Provided entries START

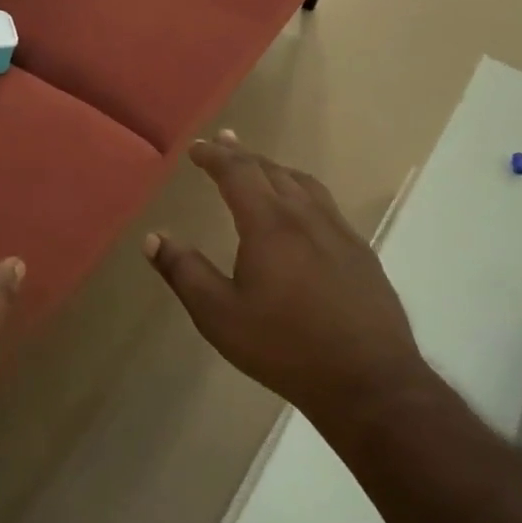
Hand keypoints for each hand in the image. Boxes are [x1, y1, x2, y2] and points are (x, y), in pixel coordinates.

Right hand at [143, 131, 421, 413]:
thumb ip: (183, 272)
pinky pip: (325, 204)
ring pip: (304, 184)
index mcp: (269, 224)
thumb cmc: (285, 347)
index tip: (197, 147)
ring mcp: (339, 233)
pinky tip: (302, 211)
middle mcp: (306, 217)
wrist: (369, 382)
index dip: (215, 156)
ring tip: (260, 167)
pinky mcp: (361, 254)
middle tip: (224, 140)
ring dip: (275, 169)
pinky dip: (302, 190)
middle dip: (243, 154)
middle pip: (271, 171)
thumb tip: (152, 238)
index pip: (238, 172)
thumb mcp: (219, 315)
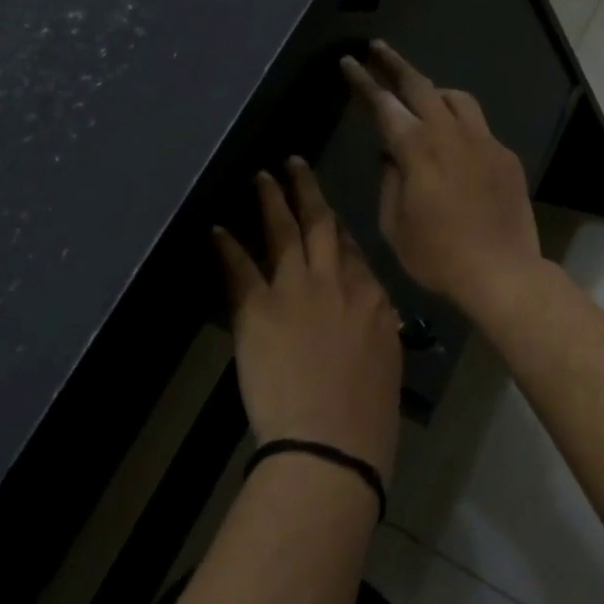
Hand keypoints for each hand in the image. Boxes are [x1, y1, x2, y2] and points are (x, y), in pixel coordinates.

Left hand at [213, 159, 401, 483]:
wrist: (332, 440)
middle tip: (294, 163)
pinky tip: (217, 228)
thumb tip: (377, 314)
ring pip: (283, 233)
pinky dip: (227, 247)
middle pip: (320, 226)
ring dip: (270, 202)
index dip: (335, 226)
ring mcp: (295, 291)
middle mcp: (335, 281)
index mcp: (371, 296)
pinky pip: (240, 269)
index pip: (351, 249)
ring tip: (261, 176)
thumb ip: (378, 327)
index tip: (324, 211)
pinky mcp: (258, 309)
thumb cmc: (369, 412)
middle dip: (307, 191)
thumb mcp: (386, 360)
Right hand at [339, 41, 542, 319]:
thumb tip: (392, 154)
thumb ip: (390, 180)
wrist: (502, 271)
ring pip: (457, 98)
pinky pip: (479, 127)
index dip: (363, 82)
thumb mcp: (395, 225)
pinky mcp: (505, 156)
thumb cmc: (438, 256)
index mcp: (417, 150)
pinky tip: (455, 147)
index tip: (349, 63)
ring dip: (434, 92)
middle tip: (378, 49)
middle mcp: (451, 134)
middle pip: (421, 85)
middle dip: (395, 64)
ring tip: (421, 100)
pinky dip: (460, 125)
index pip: (384, 105)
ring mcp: (484, 142)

Provided entries END

For every line above that has "hand" in it, copy the line.

Written response:
Hand keypoints for each hand in the image. Boxes are [x1, y1, x2, y2] and points are (x, y), in pixel coordinates.
Right hand at [143, 131, 421, 413]:
Hand keypoints for each hand in the image. Boxes are [x1, y1, x2, y2] and points are (x, y), in pixel coordinates.
Left hand at [213, 159, 401, 483]:
Right hand at [339, 41, 542, 319]:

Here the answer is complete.